When I was a kid, I remember my dad sitting down with my mother once a week to review expenses and give her household allowance. Being at the post-war dawn of the Modern Woman, she chafed at this one-sided custom, started her own business and became financially educated and semi-independent. Quite radical for the times, it was.

Over the intervening years, the household model of the husband as the sole bread-winner who manages all the finances has seen a sea change. Most women now have jobs, sometimes the highest earning one, and the division of labor at home has adjusted accordingly.

In addition, the complexity of modern financial life has exponentially grown over the years, requiring both spouses have an increased level of financial sophistication so the family can survive, let alone thrive, economically. Ignorance in financial matters is a particularly expensive luxury these days at home and, as we continually highlight, in the medical practice as well. The days of "I let someone else understand the money/business end and I just take care of my patients/family" are not so justifiable anymore on either side, if they ever were.

Yet, innocence of such things abounds in marriages in the traditional one-sided mode. But family counselors and lawyers tell us that unresolved money issues are a factor in at least 70% of divorces. And, happily, many divorces or just untold discord could have been prevented with proactive planning.

Even for thriving marriages, rethinking the money management process can bear both financial and emotional comfort. It helps to realize that dealing with money matters can be a relationship builder as well as a potential wrecker. It's not a matter of who's right or wrong, necessarily, but of understanding normal differences and making accommodations, just like other aspects of marriage.
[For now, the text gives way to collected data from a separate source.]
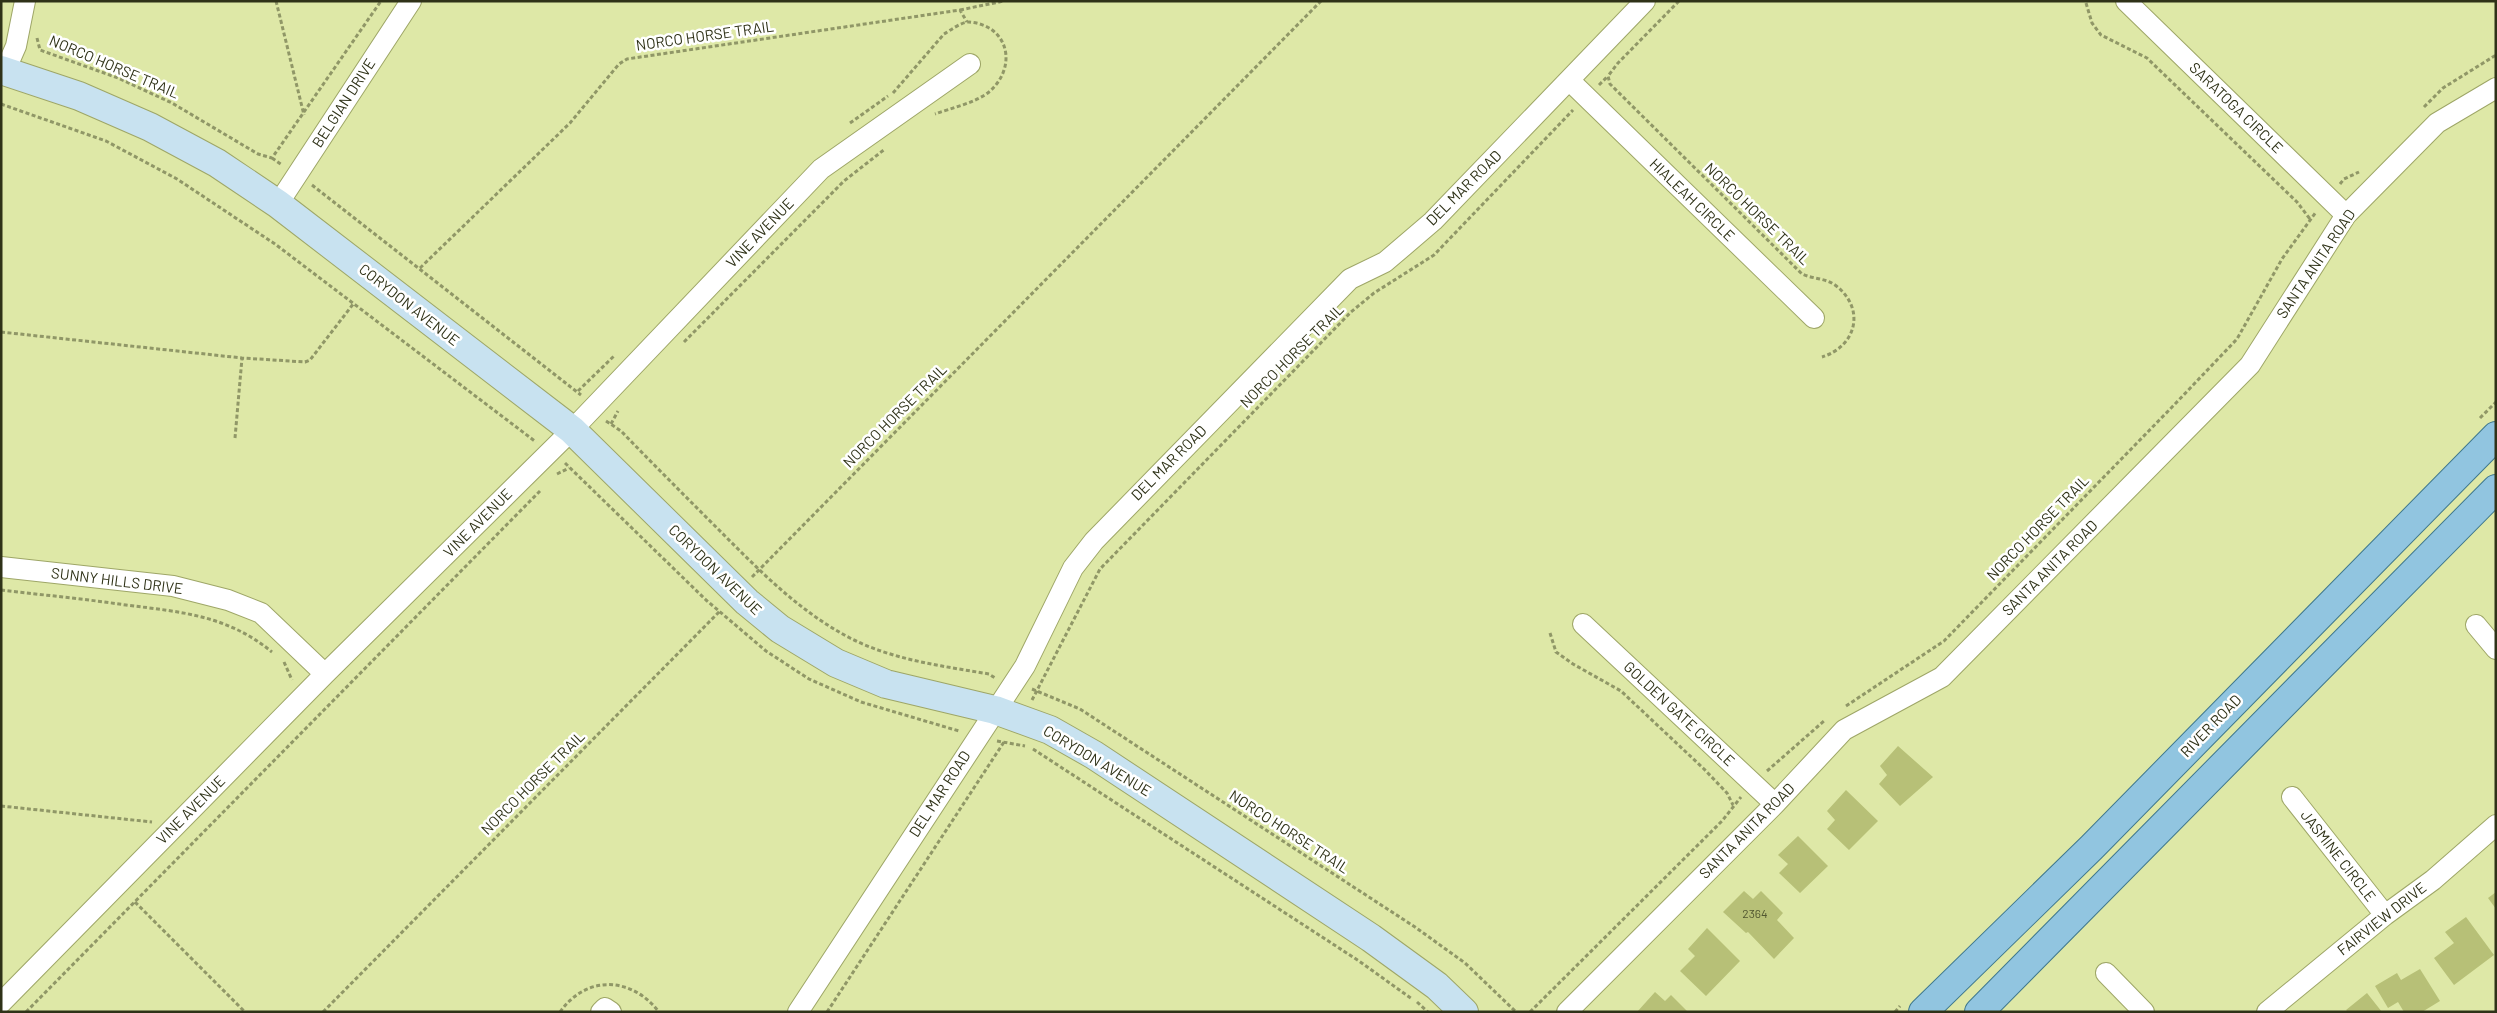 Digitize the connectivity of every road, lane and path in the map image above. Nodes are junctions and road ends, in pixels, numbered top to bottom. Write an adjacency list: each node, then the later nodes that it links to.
1 (25, 1): 16 (street)
2 (276, 1): 22 (path)
3 (381, 1): 22 (path)
4 (411, 1): 25 (street, BELGIAN DRIVE)
5 (1004, 1): 11 (path, NORCO HORSE TRAIL)
6 (1321, 1): 45 (path, NORCO HORSE TRAIL)
7 (1645, 1): 18 (street, DEL MAR ROAD)
8 (1679, 1): 17 (path, NORCO HORSE TRAIL)
9 (2126, 1): 26 (street, SARATOGA CIRCLE)
10 (2086, 3): 29 (path)
11 (960, 10): 12 (path); 30 (path, NORCO HORSE TRAIL)
12 (968, 22)
13 (37, 36): 23 (path, NORCO HORSE TRAIL)
14 (2496, 55): 21 (path)
15 (970, 64): 36 (street, VINE AVENUE)
16 (3, 71): 27 (main road, CORYDON AVENUE)
17 (1608, 76): 20 (path, NORCO HORSE TRAIL); 35 (path, NORCO HORSE TRAIL)
18 (1570, 81): 20 (street, HIALEAH CIRCLE); 54 (street, DEL MAR ROAD)
19 (2496, 88): 28 (street, SANTA ANITA ROAD)
20 (1586, 97): 32 (street, HIALEAH CIRCLE); 55 (path, NORCO HORSE TRAIL)
21 (2423, 108)
22 (304, 115): 23 (path)
23 (272, 158): 25 (path, NORCO HORSE TRAIL)
24 (2364, 167): 26 (path, NORCO HORSE TRAIL)
25 (297, 174): 27 (street, BELGIAN DRIVE); 30 (path, NORCO HORSE TRAIL)
26 (2328, 198): 28 (street, SARATOGA CIRCLE); 29 (path, NORCO HORSE TRAIL)
27 (278, 204): 37 (main road, CORYDON AVENUE)
28 (2346, 215): 62 (street, SANTA ANITA ROAD)
29 (2310, 219): 56 (path, NORCO HORSE TRAIL)
30 (420, 268): 36 (path, NORCO HORSE TRAIL)
31 (354, 303): 34 (path)
32 (1814, 318)
33 (1, 332): 34 (path)
34 (242, 358): 39 (path)
35 (1822, 358)
36 (592, 410): 37 (street, VINE AVENUE); 45 (path, NORCO HORSE TRAIL)
37 (572, 430): 47 (main road, CORYDON AVENUE); 52 (street, VINE AVENUE)
38 (2496, 436): 81 (main road, RIVER ROAD)
39 (234, 438)
40 (569, 468): 41 (path)
41 (552, 479)
42 (545, 486): 67 (path)
43 (2496, 489): 82 (main road)
44 (1, 567): 52 (street, SUNNY HILLS DRIVE)
45 (759, 569): 47 (path, NORCO HORSE TRAIL); 54 (path, NORCO HORSE TRAIL)
46 (1, 590): 53 (path)
47 (737, 593): 57 (main road, CORYDON AVENUE); 74 (path, NORCO HORSE TRAIL)
48 (1584, 624): 60 (street, GOLDEN GATE CIRCLE)
49 (2476, 626): 51 (street)
50 (1550, 633): 63 (path)
51 (2496, 649)
52 (325, 674): 70 (street, VINE AVENUE)
53 (292, 680)
54 (1012, 685): 55 (path, NORCO HORSE TRAIL); 57 (street, DEL MAR ROAD)
55 (1037, 690): 59 (path, NORCO HORSE TRAIL); 78 (path, NORCO HORSE TRAIL)
56 (1843, 707)
57 (995, 710): 59 (main road, CORYDON AVENUE); 75 (street, DEL MAR ROAD)
58 (1829, 717): 60 (path)
59 (1023, 720): 76 (path, NORCO HORSE TRAIL); 77 (main road, CORYDON AVENUE)
60 (1753, 784): 62 (street, GOLDEN GATE CIRCLE); 63 (path)
61 (2292, 796): 68 (street, JASMINE CIRCLE)
62 (1775, 804): 80 (street, SANTA ANITA ROAD)
63 (1733, 805): 79 (path)
64 (1, 806): 65 (path)
65 (159, 823)
66 (2496, 825): 68 (street, FAIRVIEW DRIVE)
67 (135, 902): 72 (path); 73 (path)
68 (2385, 915): 71 (street, FAIRVIEW DRIVE)
69 (2106, 973): 83 (street)
70 (1, 1002)
71 (2270, 1011)
72 (26, 1012)
73 (245, 1012)
74 (323, 1012)
75 (798, 1012)
76 (827, 1012)
77 (1464, 1012)
78 (1516, 1012)
79 (1530, 1012)
80 (1567, 1012)
81 (1923, 1012)
82 (1979, 1012)
83 (2144, 1012)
For instance, once you establish your basic mutual goals in life then you can construct the means. You know, paying debts, buying a home, saving for college and retirement and so on. Acknowledge your individual spending proclivities and then factor in how to manage the emotional and aspirational differences.
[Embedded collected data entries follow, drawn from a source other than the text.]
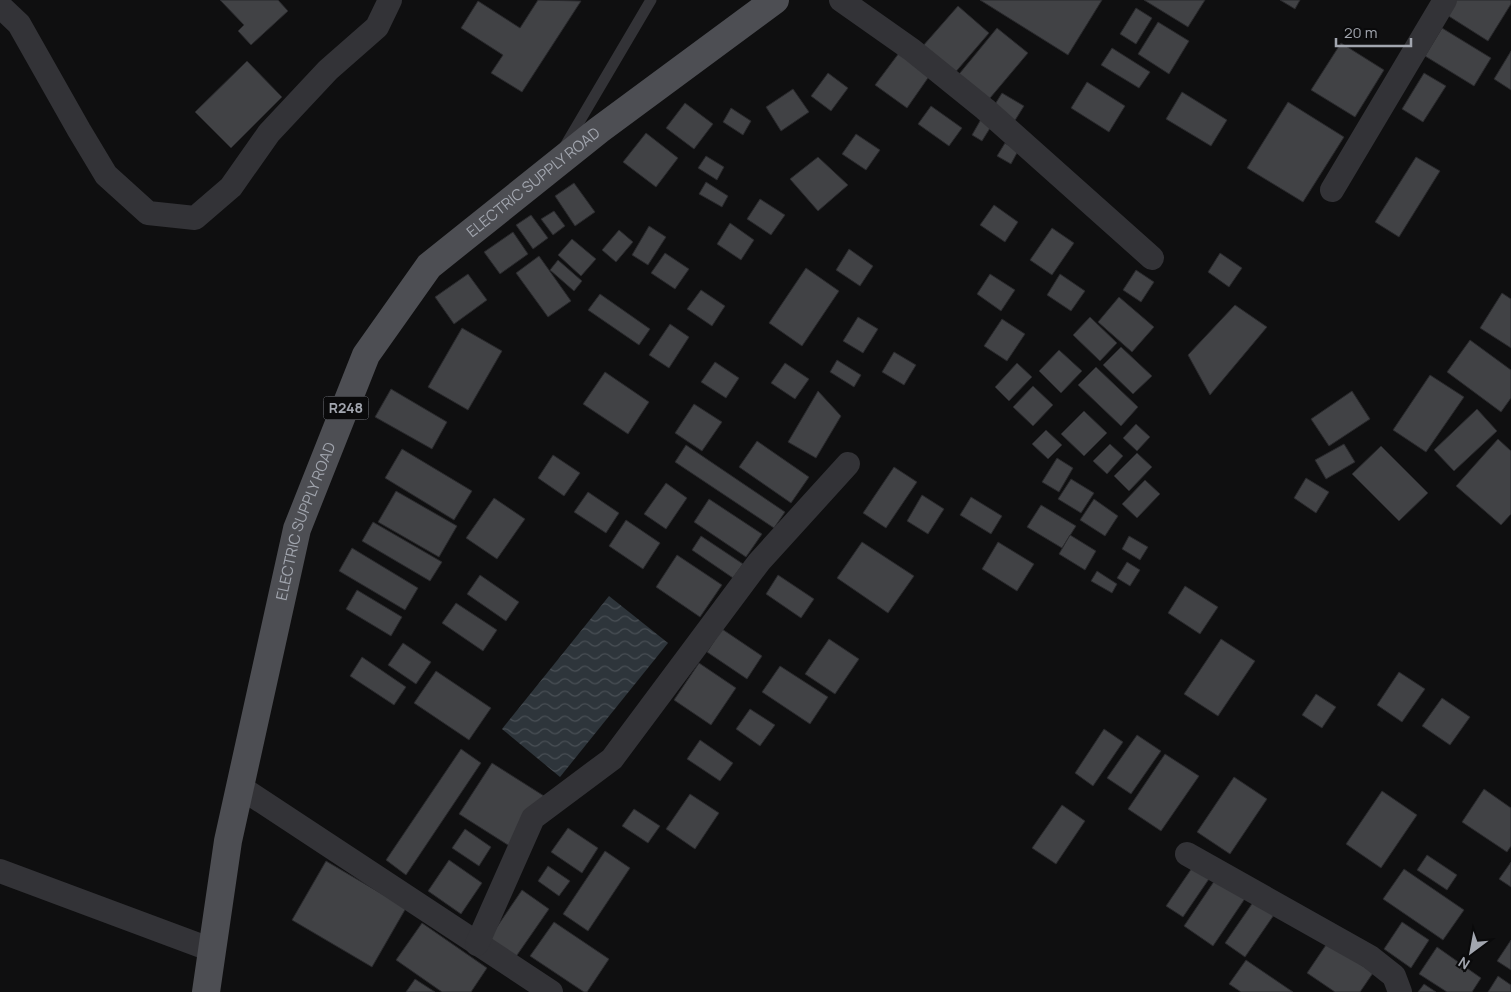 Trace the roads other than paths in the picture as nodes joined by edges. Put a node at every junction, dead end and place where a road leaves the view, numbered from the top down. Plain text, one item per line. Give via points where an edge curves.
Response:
1 (390, 0) edge
2 (651, 0) edge
3 (775, 0) edge
4 (841, 0) edge
5 (1445, 0) edge
6 (0, 6) edge
7 (553, 167) junction
8 (1332, 190) dead end
9 (1152, 258) dead end
10 (848, 464) dead end
11 (240, 787) junction
12 (1186, 854) dead end
13 (0, 871) edge
14 (478, 944) junction
15 (212, 950) junction
16 (206, 992) edge
17 (551, 992) edge
18 (1400, 992) edge

1 - 6 street via 377,27 328,70 269,133 231,188 195,218 148,213 106,175 19,24
2 - 7 lane
3 - 7 main road, ELECTRIC SUPPLY ROAD / R248
4 - 9 street via 912,50 985,109
5 - 8 street
7 - 11 main road, ELECTRIC SUPPLY ROAD / R248 via 429,266 366,356 297,529
10 - 14 street via 759,562 612,759 533,818
11 - 14 street
11 - 15 main road, ELECTRIC SUPPLY ROAD / R248 via 228,841
12 - 18 street via 1370,957 1394,976
13 - 15 street
14 - 17 street
15 - 16 main road, ELECTRIC SUPPLY ROAD / R248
Get the best advice that you can from a CPA, a financial planner, an estate lawyer, the Internet and so on. This vital education is not provided at any level of schooling, as I always riff upon, so you are responsible to do it. The good news is that you get 100% of the benefit and have to please no one but yourselves.

After the initial effort to get things set up properly and in motion, a scheduled periodic review with each other and with your advisors will keep you on track and comfortable that you have some measure of control of the things that you can control. For the things that you can't — like natural disasters, health surprises and financial market skews — you will have an emergency plan and fund, insurance and legal documents for probable contingencies.

Now the rub in all of this is emotion and unexpressed expectations. "That's not the way my parents did it!"; "I don't like paying the bills — you do it!"; "What do you mean you spent $XXXX, (and on something that I consider frivolous)!" And you cite more such things that you have heard, said or felt emotionally.

Let us also not forget that too often money becomes the stand-in for power struggles and other unresolved issues in relationships. So recognizing all of these issues and planning to manage them become both a prevention method and a step toward the resolution of existing problems.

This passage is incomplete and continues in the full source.